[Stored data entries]
────────

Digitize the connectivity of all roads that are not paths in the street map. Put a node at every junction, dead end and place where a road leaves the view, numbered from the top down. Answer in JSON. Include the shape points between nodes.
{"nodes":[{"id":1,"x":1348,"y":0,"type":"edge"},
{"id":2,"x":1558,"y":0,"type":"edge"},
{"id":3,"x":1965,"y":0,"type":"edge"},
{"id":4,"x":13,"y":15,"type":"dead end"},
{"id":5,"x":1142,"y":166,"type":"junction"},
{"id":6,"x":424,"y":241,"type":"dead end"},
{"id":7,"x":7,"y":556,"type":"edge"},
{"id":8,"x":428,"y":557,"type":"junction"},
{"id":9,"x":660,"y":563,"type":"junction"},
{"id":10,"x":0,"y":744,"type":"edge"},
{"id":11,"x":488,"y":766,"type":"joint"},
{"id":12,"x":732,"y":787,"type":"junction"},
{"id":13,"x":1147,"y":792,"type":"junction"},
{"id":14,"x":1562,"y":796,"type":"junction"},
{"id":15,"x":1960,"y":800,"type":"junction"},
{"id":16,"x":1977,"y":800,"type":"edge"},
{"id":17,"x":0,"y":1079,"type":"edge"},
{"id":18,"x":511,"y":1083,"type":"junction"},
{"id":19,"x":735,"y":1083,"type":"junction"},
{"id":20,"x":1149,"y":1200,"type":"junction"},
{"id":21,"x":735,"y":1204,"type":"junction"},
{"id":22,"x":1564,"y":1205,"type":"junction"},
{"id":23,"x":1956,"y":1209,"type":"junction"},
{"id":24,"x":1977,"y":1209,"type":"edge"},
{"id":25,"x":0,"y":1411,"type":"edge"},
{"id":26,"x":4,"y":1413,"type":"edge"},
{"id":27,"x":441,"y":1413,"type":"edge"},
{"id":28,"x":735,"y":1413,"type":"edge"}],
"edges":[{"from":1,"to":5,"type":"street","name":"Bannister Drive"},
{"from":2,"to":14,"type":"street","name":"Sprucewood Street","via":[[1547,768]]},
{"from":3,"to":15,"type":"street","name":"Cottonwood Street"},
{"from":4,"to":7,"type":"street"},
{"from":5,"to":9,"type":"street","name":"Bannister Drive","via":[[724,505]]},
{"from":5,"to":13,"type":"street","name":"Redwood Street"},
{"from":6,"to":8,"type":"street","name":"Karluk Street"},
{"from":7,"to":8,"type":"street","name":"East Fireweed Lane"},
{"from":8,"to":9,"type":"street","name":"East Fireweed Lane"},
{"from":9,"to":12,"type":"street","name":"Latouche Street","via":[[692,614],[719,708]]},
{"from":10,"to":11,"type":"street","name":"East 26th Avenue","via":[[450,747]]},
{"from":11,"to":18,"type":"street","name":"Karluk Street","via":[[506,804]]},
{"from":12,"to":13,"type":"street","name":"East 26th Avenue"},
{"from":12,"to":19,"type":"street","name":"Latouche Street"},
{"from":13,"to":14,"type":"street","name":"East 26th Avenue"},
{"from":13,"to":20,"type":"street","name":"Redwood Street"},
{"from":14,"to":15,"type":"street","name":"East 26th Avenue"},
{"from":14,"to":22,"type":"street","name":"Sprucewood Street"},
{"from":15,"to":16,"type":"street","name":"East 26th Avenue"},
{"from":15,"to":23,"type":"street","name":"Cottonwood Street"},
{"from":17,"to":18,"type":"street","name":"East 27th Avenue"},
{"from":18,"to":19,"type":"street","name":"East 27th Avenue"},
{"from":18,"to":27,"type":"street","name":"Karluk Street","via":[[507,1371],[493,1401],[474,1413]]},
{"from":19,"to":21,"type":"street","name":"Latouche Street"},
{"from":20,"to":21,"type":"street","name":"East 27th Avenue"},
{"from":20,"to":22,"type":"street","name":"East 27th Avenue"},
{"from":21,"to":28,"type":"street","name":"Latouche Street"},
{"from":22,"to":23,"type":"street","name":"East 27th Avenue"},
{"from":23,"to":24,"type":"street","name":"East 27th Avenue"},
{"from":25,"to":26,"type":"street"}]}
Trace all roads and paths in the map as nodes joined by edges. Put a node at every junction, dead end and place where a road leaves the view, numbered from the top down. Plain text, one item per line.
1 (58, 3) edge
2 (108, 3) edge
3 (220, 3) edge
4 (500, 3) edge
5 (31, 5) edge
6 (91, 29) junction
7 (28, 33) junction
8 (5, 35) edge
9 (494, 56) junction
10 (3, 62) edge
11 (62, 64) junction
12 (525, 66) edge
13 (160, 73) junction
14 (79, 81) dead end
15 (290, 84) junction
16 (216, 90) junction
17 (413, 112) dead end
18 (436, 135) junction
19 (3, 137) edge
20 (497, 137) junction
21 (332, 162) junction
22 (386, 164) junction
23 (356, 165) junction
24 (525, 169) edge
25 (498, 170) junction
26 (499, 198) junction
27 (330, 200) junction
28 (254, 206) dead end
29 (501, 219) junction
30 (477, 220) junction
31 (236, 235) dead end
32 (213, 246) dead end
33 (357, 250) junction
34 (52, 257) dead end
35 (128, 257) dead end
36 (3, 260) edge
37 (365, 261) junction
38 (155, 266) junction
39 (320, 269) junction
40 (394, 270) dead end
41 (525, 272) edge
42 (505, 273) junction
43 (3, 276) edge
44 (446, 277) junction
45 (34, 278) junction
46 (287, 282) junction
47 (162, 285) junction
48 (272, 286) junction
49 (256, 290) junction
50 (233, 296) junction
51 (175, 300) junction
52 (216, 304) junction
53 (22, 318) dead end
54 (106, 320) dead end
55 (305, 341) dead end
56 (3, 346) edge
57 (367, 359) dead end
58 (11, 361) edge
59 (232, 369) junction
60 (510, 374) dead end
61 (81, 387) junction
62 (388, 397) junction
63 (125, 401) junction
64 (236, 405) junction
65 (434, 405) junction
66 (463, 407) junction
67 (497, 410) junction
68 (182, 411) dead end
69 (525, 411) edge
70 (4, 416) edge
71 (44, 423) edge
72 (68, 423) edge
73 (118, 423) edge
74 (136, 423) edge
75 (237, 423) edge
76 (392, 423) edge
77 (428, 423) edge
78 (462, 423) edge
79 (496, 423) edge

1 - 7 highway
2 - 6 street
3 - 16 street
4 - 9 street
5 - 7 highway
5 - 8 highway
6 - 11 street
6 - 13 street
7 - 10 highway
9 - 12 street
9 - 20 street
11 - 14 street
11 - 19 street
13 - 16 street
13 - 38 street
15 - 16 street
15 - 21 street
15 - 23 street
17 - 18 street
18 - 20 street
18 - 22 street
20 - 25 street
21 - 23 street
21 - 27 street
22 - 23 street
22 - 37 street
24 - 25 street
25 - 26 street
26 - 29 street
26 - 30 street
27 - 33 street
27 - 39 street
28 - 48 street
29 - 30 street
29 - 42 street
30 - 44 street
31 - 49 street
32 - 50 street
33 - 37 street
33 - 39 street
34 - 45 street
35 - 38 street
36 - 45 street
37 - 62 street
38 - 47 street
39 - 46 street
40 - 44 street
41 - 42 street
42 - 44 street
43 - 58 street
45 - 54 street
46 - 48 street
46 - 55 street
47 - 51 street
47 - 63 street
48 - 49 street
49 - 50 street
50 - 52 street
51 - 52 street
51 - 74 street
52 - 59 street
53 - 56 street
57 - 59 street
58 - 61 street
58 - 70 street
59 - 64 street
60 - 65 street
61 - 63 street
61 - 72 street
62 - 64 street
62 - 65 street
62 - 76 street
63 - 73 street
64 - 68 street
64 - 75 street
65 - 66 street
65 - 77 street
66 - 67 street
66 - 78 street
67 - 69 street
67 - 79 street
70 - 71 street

────────

### PROBLEM TO SOLVE
Return each line of the entries that holds the string "nodes".

### ANSWER BOX
Digitize the connectivity of all roads that are not paths in the street map. Put a node at every junction, dead end and place where a road leaves the view, numbered from the top down. Answer in JSON. Include the shape points between nodes.
{"nodes":[{"id":1,"x":1348,"y":0,"type":"edge"},
Trace all roads and paths in the map as nodes joined by edges. Put a node at every junction, dead end and place where a road leaves the view, numbered from the top down. Plain text, one item per line.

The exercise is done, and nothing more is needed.